EuroPython 2018 - My notes

After two year I had opportunity to attend EuroPython again. Bellow are my notes from the talks.

Wednesday

David Beazley – Die Threads

What if Python threading got nicer (not Java-like) interface. Professional talk, super jokes, lovely details in examples. Great design is when complex things look simply.

Michele Simionato – Python in scientific computing: what works and what doesn't

Lessons from studying earthquake simulations (working with 100-200 GB of data).

h5py/hdf5 – Complex and buggy
rabbitmq – For small messages, not huge data
zmq – Good experience
dask – Not used in production
No C extensions of Cython, pure Python only
xarray – Worth a look (mentioned during questions)

Jiri Benes – Reliability in distributed systems

Talk sponsored by Kiwi (great party btw:)). Unfortunately having knowledge is not enough to pass it on. Especially in so complex topics.

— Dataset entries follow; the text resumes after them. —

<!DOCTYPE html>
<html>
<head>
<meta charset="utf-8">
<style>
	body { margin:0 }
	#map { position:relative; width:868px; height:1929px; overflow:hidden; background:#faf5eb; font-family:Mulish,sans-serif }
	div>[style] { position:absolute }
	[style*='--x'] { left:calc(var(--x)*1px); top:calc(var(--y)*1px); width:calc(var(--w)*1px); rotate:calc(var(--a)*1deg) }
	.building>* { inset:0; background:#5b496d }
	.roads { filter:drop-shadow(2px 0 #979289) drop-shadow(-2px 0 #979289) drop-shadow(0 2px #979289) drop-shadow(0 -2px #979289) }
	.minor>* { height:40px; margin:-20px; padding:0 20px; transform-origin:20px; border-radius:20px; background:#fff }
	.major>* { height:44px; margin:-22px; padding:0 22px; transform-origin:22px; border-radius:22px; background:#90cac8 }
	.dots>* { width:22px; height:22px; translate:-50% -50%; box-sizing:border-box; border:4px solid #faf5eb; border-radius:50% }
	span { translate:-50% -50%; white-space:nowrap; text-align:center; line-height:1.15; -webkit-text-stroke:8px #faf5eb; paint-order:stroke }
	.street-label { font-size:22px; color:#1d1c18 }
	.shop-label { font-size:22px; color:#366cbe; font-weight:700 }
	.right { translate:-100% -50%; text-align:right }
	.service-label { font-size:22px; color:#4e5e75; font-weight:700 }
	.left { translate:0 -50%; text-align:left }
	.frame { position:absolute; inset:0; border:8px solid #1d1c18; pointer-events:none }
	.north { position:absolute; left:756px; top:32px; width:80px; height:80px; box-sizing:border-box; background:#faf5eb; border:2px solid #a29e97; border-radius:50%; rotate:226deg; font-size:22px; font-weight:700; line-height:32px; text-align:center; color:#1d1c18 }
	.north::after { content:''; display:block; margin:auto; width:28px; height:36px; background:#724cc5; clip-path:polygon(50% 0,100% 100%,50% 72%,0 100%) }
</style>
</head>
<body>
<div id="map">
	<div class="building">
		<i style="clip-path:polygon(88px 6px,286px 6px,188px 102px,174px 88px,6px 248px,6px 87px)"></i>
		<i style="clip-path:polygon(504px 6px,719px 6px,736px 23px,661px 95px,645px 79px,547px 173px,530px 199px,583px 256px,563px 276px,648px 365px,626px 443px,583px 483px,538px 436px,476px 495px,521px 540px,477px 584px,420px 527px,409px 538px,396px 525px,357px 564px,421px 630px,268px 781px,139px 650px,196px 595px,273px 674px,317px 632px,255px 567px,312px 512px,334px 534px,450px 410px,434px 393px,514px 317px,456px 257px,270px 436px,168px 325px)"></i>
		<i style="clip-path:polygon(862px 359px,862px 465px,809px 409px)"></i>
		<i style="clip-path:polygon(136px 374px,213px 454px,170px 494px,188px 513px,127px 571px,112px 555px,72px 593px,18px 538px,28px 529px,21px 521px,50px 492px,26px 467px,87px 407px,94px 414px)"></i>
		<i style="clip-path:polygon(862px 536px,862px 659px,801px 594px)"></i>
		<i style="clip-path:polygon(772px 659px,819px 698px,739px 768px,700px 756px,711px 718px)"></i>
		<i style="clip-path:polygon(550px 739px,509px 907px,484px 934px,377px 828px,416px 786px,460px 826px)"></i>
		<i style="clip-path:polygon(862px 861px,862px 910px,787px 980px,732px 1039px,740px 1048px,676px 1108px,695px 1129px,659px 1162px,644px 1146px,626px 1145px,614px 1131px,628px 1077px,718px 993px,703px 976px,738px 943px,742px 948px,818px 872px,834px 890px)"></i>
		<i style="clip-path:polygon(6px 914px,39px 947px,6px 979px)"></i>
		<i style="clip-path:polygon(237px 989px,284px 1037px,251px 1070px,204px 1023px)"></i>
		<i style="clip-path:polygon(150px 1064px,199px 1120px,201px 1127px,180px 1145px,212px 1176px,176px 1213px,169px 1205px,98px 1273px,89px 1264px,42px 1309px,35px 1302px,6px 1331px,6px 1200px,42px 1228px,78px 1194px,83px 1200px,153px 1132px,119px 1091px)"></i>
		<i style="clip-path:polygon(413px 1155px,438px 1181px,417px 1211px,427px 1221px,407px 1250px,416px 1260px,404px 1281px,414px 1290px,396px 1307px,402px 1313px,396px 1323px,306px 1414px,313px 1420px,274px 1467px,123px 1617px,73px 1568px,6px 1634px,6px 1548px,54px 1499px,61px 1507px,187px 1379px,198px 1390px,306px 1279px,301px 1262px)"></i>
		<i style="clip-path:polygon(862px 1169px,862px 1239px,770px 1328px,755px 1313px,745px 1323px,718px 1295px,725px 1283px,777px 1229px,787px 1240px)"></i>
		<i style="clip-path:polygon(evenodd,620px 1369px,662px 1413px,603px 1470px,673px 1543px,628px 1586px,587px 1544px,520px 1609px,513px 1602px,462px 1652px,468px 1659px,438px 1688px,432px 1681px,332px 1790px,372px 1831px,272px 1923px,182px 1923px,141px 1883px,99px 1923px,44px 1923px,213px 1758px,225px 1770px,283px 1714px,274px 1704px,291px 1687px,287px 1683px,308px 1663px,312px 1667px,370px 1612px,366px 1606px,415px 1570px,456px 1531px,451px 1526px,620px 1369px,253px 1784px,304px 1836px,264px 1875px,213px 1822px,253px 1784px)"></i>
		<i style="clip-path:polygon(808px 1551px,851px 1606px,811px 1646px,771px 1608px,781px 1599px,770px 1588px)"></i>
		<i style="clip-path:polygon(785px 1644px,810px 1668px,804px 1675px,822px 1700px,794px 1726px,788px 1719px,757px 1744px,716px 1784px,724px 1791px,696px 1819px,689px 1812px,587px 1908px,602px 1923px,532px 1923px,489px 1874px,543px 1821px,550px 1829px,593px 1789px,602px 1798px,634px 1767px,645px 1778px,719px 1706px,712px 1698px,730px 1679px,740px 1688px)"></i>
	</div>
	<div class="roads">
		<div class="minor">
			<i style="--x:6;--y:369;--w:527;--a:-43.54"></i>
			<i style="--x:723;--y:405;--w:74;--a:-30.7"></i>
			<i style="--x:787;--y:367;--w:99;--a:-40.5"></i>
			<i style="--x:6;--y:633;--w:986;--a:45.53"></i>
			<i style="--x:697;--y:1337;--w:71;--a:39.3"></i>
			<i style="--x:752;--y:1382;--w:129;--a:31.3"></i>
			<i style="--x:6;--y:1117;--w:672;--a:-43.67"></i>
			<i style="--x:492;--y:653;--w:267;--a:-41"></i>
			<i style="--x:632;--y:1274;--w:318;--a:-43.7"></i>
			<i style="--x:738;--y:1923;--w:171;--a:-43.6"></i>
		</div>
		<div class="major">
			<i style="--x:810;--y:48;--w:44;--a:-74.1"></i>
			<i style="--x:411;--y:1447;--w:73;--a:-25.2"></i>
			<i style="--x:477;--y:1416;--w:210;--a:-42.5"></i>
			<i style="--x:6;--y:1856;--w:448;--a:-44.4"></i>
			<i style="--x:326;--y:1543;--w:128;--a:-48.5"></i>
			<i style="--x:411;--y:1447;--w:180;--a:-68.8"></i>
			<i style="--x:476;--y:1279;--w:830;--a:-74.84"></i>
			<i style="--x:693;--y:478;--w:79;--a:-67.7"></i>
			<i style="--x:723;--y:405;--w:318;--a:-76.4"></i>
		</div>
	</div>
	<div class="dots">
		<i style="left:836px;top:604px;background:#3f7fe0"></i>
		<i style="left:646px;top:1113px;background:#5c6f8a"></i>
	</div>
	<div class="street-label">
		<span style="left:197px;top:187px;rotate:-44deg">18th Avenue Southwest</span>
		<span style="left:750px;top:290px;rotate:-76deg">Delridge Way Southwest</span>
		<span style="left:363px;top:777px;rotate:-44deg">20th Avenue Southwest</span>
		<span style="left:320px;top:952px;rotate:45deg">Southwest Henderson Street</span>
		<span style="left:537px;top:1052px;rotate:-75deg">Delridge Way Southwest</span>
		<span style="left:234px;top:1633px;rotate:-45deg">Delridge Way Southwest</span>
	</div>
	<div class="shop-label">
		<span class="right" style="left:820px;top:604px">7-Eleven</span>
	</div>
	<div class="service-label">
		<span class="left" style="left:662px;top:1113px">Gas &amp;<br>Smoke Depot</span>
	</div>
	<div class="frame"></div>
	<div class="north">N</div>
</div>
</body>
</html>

Lesson learned: Do not use horror stories from former employers in your talks.

Peter Hoffmann – Using Pandas and Dask to work with large columnar datasets in Apache Parquet

Parquet in Python – it works and it’s production ready!

Two implementations now: fastparquet and Arrow
Integration in Pandas.
Predicate pushdown using with Parquet:
- Using dictionaries
- Using min/max (best on sorted data)
Dask can take advantage of Parquet partitioning
turboodbc – NumPy and Arrow from database without unnecessary overhead
Data saved in Azure. Can be accessed using standard tools when file-like interface is implemented. I have to try this with S3!

For myself, one of the most useful talks of the conference.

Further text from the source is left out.